ODYSSEY presented at ‘Annual Conference of the International Society for Clinical Biostatistics’ in Leuven, Belgium

We are pleased to report that a presentation from the ODYSSEY team at MRC CTU at UCL was well received at the 40th Annual Conference of the International Society for Clinical Biostatistics in Leuven, Belgium (14 – 18 July 2019). Rebecca Turner delivered the following talk as part of the Bayesian clinical trials session on Tuesday morning (16 July).

Abstract:

“Analysing small groups within clinical trials, while borrowing information from larger groups” 
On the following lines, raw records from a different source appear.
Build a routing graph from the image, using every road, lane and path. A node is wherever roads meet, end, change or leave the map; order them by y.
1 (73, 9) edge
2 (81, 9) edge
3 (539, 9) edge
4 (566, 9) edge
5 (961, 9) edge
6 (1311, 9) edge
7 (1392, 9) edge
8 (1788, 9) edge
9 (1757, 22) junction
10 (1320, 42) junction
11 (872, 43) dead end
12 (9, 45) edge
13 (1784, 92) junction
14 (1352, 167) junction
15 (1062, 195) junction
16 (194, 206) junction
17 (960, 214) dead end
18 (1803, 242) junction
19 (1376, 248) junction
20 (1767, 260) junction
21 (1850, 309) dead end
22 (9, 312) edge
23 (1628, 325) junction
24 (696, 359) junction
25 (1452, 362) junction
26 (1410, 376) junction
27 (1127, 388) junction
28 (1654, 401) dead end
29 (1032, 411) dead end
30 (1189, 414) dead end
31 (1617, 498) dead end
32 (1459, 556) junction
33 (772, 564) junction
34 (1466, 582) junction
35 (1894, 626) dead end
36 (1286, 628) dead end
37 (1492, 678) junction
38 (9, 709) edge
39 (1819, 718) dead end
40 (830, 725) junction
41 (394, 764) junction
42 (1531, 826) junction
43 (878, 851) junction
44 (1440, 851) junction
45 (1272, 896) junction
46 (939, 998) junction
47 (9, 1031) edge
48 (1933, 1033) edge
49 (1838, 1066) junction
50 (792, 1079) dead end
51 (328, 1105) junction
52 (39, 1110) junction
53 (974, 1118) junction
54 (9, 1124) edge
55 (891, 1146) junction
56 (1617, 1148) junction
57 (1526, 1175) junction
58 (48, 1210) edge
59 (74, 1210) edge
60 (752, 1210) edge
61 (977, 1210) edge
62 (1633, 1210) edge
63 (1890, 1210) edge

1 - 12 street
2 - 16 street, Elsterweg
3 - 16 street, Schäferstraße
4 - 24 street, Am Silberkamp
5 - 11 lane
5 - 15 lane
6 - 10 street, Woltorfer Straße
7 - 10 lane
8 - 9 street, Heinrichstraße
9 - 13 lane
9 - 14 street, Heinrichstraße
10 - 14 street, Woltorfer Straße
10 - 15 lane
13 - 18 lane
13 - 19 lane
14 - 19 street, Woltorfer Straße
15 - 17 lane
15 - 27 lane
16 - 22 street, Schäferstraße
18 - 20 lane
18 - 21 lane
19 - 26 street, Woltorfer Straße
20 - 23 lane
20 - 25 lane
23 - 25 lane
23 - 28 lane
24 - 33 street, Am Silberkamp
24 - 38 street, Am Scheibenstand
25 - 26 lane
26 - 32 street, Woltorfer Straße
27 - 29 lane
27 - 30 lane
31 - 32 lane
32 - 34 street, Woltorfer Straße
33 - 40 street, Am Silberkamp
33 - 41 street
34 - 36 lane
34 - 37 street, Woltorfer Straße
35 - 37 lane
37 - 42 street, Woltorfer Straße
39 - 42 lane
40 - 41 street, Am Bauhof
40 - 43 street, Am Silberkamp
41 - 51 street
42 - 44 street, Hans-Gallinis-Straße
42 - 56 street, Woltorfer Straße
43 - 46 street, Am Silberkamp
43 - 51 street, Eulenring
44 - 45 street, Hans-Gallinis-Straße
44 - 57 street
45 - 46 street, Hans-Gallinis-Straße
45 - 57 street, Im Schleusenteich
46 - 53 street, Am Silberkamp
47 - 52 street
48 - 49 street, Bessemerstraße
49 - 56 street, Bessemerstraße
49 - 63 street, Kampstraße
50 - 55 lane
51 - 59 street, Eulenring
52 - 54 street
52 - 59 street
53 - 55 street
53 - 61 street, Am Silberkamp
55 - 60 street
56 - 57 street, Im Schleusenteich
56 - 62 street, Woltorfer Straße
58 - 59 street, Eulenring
Rebecca Turner, Ian White, ODYSSEY trial team, IMPART trial team 

MRC Clinical Trials Unit, UCL, London, UK 

Context 

This work is motivated by the need to estimate a treatment effect in small distinct groups of patients in whom recruitment is difficult. These groups lack power to detect a treatment effect, but there is strong justification for borrowing information from a larger patient group within the same trial, while allowing for differences between populations. 

Objective 

To propose methods for eliciting expert opinions about the differences in treatment effect between patient populations, and to incorporate these opinions into a Bayesian analysis. 

Methods 

We use bias parameters to model the relationship between underlying treatment effects across patient populations. In a Bayesian analysis, we choose informative rather than vague prior distributions for the bias parameters, since these are poorly informed by the data. Clinical opinion to inform the prior distributions is elicited from experts and feedback is given using a specially designed spreadsheet to demonstrate the impact of particular beliefs on the relative weights assigned to different groups in the analysis. 

Results 

Our methods are applied to two example clinical trials. The first trial was designed to compare antiretroviral therapy regimens in HIV-infected children weighing 14kg or more, but includes an additional small group of lighter (younger) children, in whom the treatment effect will be estimated separately. Clinical opinion has been elicited from experts, and has demonstrated that substantial borrowing is supported. Preliminary findings suggest that data from the older children (forming 92% of the sample) should be given 81% of the weight in analysis of the treatment effect in younger children. In addition, we discuss the implications of our methods for design of a basket trial evaluating the effect of one treatment on related cancers in six different sites in the body. Two of the sites represent common cancers, for which a large number of participants can be recruited, while four of the sites represent rare cancers. 

Conclusions 

Borrowing information from larger groups can facilitate estimation of treatment effects in small patient groups for which recruitment is difficult. Informative prior distributions for bias parameters are required and can be informed by expert opinion or external data.